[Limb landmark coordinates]
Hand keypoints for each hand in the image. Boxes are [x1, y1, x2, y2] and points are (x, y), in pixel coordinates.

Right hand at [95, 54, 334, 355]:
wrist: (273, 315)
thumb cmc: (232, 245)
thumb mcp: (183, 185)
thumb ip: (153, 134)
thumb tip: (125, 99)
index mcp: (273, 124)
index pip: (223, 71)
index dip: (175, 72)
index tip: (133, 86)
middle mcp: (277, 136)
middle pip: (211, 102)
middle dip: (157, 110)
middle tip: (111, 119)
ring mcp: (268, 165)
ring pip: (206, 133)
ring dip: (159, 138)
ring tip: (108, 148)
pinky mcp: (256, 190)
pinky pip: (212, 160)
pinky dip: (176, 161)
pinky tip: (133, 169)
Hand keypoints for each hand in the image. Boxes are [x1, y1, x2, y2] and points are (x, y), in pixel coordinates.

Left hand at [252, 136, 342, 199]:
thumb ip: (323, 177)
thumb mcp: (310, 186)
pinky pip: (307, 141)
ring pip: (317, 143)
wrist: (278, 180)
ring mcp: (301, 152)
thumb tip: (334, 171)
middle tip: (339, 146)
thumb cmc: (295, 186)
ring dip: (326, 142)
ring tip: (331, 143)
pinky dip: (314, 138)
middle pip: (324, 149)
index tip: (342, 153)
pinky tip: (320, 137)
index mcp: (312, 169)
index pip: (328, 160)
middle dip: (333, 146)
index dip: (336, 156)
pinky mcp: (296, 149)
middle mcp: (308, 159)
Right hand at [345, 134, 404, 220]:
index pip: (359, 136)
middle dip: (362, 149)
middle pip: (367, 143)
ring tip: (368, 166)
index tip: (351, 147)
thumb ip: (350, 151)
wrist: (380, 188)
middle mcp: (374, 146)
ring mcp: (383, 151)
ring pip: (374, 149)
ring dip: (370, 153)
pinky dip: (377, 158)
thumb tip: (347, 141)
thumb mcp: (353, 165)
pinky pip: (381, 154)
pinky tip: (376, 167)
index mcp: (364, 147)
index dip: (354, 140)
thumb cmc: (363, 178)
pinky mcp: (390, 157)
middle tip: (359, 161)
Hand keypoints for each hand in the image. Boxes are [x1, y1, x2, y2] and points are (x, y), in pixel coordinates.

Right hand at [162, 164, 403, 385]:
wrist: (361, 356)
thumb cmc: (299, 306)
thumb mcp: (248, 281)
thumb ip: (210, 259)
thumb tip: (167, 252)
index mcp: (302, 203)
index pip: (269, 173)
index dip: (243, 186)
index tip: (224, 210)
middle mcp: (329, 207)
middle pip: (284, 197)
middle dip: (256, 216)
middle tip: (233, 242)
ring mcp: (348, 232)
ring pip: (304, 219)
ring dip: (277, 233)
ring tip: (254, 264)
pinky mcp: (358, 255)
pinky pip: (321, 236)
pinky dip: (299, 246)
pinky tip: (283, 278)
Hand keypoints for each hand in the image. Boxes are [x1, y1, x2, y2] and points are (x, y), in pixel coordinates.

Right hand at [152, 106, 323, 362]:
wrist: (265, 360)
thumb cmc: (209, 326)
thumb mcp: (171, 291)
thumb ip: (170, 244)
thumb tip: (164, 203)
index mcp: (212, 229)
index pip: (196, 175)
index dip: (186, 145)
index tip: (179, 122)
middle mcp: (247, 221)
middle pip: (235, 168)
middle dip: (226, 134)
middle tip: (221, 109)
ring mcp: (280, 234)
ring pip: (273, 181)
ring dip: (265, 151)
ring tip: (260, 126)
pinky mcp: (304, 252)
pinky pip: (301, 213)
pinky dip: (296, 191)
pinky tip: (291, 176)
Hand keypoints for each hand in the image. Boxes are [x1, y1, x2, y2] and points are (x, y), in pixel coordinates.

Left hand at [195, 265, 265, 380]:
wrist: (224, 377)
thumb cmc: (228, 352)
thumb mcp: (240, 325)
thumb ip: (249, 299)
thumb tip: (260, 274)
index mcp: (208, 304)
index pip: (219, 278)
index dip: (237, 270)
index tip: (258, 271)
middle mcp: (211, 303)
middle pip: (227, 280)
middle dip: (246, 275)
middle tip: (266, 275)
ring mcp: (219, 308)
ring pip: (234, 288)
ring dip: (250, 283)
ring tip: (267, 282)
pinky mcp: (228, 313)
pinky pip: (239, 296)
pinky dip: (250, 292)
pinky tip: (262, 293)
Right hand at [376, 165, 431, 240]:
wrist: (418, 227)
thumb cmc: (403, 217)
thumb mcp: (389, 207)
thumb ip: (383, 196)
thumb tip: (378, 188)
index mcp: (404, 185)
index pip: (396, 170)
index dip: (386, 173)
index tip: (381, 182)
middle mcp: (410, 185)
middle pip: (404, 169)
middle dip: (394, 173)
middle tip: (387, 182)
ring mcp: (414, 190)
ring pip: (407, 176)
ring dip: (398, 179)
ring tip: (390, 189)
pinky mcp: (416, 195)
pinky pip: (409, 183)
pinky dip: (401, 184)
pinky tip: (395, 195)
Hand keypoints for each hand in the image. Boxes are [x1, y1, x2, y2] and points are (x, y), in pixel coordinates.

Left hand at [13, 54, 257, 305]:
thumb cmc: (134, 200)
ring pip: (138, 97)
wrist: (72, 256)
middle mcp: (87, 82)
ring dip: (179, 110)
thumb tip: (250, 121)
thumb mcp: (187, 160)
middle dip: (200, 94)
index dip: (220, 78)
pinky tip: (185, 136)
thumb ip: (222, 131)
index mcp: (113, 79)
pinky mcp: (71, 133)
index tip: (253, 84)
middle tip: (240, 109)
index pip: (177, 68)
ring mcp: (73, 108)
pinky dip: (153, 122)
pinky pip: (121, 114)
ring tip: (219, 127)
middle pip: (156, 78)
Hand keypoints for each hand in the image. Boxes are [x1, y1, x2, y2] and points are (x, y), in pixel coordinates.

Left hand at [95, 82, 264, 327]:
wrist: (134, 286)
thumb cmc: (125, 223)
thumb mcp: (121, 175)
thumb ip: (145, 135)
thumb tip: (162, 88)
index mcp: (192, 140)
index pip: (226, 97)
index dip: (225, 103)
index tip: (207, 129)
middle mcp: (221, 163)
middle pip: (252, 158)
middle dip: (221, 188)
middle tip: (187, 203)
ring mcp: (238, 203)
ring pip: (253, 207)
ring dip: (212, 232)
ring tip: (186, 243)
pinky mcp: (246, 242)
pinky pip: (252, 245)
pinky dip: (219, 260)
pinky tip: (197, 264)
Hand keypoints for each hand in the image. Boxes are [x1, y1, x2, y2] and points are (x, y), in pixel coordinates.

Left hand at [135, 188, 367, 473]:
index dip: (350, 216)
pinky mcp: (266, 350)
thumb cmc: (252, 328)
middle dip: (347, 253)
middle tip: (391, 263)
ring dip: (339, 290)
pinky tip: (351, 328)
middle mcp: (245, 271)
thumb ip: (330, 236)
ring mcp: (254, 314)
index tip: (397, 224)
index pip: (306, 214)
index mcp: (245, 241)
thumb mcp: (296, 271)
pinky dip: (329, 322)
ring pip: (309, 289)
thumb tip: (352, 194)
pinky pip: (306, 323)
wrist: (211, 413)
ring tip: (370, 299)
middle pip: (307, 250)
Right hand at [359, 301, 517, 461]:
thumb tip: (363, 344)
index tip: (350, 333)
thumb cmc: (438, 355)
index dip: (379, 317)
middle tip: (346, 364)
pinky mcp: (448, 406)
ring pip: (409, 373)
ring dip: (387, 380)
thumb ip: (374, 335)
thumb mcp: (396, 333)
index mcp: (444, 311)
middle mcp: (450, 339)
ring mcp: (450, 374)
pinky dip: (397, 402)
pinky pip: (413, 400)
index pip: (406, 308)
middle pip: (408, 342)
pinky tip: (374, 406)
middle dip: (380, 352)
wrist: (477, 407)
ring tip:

> **YOUR GOAL**
You are asked to transcribe the complete data exactly.

> **TASK SOLUTION**
Hand keypoints for each hand in the image. Boxes are [x1, y1, x2, y2] and points are (x, y), in pixel coordinates.

Right hand at [95, 54, 334, 355]:
wrist: (273, 315)
thumb cmc: (232, 245)
thumb mcp: (183, 185)
thumb ip: (153, 134)
thumb tip: (125, 99)
index mcp: (273, 124)
index pip: (223, 71)
index dip: (175, 72)
index tip: (133, 86)
middle mcp: (277, 136)
middle pip: (211, 102)
middle dip: (157, 110)
middle tip: (111, 119)
ring mcp: (268, 165)
ring pip: (206, 133)
ring dip: (159, 138)
ring tip: (108, 148)
pinky mcp: (256, 190)
pinky pip: (212, 160)
pinky dip: (176, 161)
pinky tip: (133, 169)
Hand keypoints for each hand in the image. Boxes are [x1, y1, x2, y2] and points are (x, y), in pixel coordinates.

Left hand at [252, 136, 342, 199]:
thumb ip: (323, 177)
thumb mcp: (310, 186)
pinky pip: (307, 141)
ring pip: (317, 143)
wrist: (278, 180)
ring mcp: (301, 152)
thumb tip: (334, 171)
middle tip: (339, 146)
thumb cmc: (295, 186)
ring dip: (326, 142)
ring tip: (331, 143)
pinky dip: (314, 138)
middle pip: (324, 149)
index tip: (342, 153)
pinky tip: (320, 137)
index mcp: (312, 169)
index pip: (328, 160)
middle dip: (333, 146)
index dip: (336, 156)
pinky mcp: (296, 149)
middle mcp: (308, 159)
Right hand at [345, 134, 404, 220]:
index pip: (359, 136)
middle dip: (362, 149)
middle pip: (367, 143)
ring tip: (368, 166)
index tip: (351, 147)
thumb ip: (350, 151)
wrist: (380, 188)
middle mcp: (374, 146)
ring mcp: (383, 151)
ring pip: (374, 149)
ring dip: (370, 153)
pinky dip: (377, 158)
thumb tip: (347, 141)
thumb mcp: (353, 165)
pinky pip: (381, 154)
pinky tip: (376, 167)
index mcp: (364, 147)
index dip: (354, 140)
thumb cmc: (363, 178)
pinky mcp: (390, 157)
middle tip: (359, 161)
Hand keypoints for each hand in the image. Boxes are [x1, y1, x2, y2] and points are (x, y), in pixel coordinates.

Right hand at [162, 164, 403, 385]:
wrist: (361, 356)
thumb cmc: (299, 306)
thumb mcp: (248, 281)
thumb ip: (210, 259)
thumb tip: (167, 252)
index mcp: (302, 203)
index pip: (269, 173)
index dip: (243, 186)
index tip: (224, 210)
middle mcp: (329, 207)
middle pip: (284, 197)
middle dip: (256, 216)
middle tip: (233, 242)
ring mcp: (348, 232)
ring pip: (304, 219)
ring dip: (277, 233)
ring tip: (254, 264)
pinky mcp: (358, 255)
pinky pip: (321, 236)
pinky dip: (299, 246)
pinky tip: (283, 278)
Hand keypoints for each hand in the image. Boxes are [x1, y1, x2, y2] and points are (x, y), in pixel coordinates.

Right hand at [152, 106, 323, 362]:
wrist: (265, 360)
thumb cmc: (209, 326)
thumb mcp: (171, 291)
thumb ip: (170, 244)
thumb tip: (164, 203)
index mcp: (212, 229)
index pip: (196, 175)
index dip: (186, 145)
index tip: (179, 122)
middle mcp: (247, 221)
middle pip: (235, 168)
middle dip: (226, 134)
middle tip: (221, 109)
ring mcp: (280, 234)
ring pip: (273, 181)
ring dip: (265, 151)
ring tip: (260, 126)
pinky mcp: (304, 252)
pinky pip: (301, 213)
pinky dip: (296, 191)
pinky tip: (291, 176)
Hand keypoints for each hand in the image. Boxes are [x1, y1, x2, y2] and points are (x, y), in pixel coordinates.

Left hand at [195, 265, 265, 380]:
wrist: (224, 377)
thumb cmc: (228, 352)
thumb mcp: (240, 325)
thumb ip: (249, 299)
thumb tip: (260, 274)
index mcp: (208, 304)
index pip: (219, 278)
index dip: (237, 270)
index tip: (258, 271)
middle mcp: (211, 303)
middle pip: (227, 280)
middle dip: (246, 275)
middle tip: (266, 275)
ring mcp: (219, 308)
ring pip: (234, 288)
ring dip: (250, 283)
ring tip: (267, 282)
pinky mcp: (228, 313)
pinky pip: (239, 296)
pinky dip: (250, 292)
pinky tip: (262, 293)
Right hand at [376, 165, 431, 240]:
wrist: (418, 227)
thumb cmc: (403, 217)
thumb mcp: (389, 207)
thumb ip: (383, 196)
thumb tip: (378, 188)
index mcp: (404, 185)
index pip: (396, 170)
index dip: (386, 173)
index tip: (381, 182)
middle mcp: (410, 185)
middle pip: (404, 169)
middle dip: (394, 173)
middle tip: (387, 182)
ring mcp: (414, 190)
ring pip: (407, 176)
ring dip: (398, 179)
ring tip: (390, 189)
pinky mcp: (416, 195)
pinky pip: (409, 183)
pinky dip: (401, 184)
pinky tip: (395, 195)
Hand keypoints for each hand in the image. Boxes are [x1, y1, x2, y2] and points are (x, y), in pixel coordinates.

Left hand at [13, 54, 257, 305]:
thumb cmc: (134, 200)
ring pip: (138, 97)
wrist: (72, 256)
middle mcp: (87, 82)
ring dip: (179, 110)
thumb tip: (250, 121)
thumb mcp: (187, 160)
middle dip: (200, 94)
index dip: (220, 78)
pinky tip: (185, 136)
thumb ip: (222, 131)
index mcp: (113, 79)
pinky mcp: (71, 133)
index tip: (253, 84)
middle tip: (240, 109)
index pip: (177, 68)
ring mcp: (73, 108)
pinky dip: (153, 122)
pinky pip: (121, 114)
ring tip: (219, 127)
middle pip: (156, 78)
Hand keypoints for each hand in the image. Boxes are [x1, y1, x2, y2] and points are (x, y), in pixel coordinates.

Left hand at [95, 82, 264, 327]:
wrist: (134, 286)
thumb cmc: (125, 223)
thumb mcp: (121, 175)
thumb ip: (145, 135)
thumb tip: (162, 88)
index mcp: (192, 140)
index pip: (226, 97)
index dip: (225, 103)
index tip: (207, 129)
middle mcp: (221, 163)
middle pip: (252, 158)
middle dip: (221, 188)
middle tip: (187, 203)
ring mcp: (238, 203)
ring pip: (253, 207)
ring dip: (212, 232)
ring tip: (186, 243)
pinky mcp: (246, 242)
pinky pip: (252, 245)
pinky dip: (219, 260)
pinky tip: (197, 264)
Hand keypoints for each hand in the image. Boxes are [x1, y1, x2, y2] and points are (x, y), in pixel coordinates.

Left hand at [135, 188, 367, 473]:
index dip: (350, 216)
pinky mcp: (266, 350)
thumb cmc: (252, 328)
middle dip: (347, 253)
middle tip: (391, 263)
ring dip: (339, 290)
pinky tip: (351, 328)
middle mcp: (245, 271)
thumb ip: (330, 236)
ring mcp: (254, 314)
index tip: (397, 224)
index pip: (306, 214)
index mcp: (245, 241)
thumb mcp: (296, 271)
pinky dip: (329, 322)
ring pip: (309, 289)
thumb tip: (352, 194)
pinky pip: (306, 323)
wrist: (211, 413)
ring tip: (370, 299)
middle pip: (307, 250)
Right hand at [359, 301, 517, 461]:
thumb tip: (363, 344)
index tip: (350, 333)
thumb cmc: (438, 355)
index dip: (379, 317)
middle tip: (346, 364)
pinky mcp: (448, 406)
ring pip: (409, 373)
ring dip: (387, 380)
thumb ip: (374, 335)
thumb mcp: (396, 333)
index mcp: (444, 311)
middle mcp: (450, 339)
ring mcp: (450, 374)
pinky dip: (397, 402)
pinky pip: (413, 400)
index pip: (406, 308)
middle pip: (408, 342)
pinky tip: (374, 406)
middle dip: (380, 352)
wrist: (477, 407)
ring tip:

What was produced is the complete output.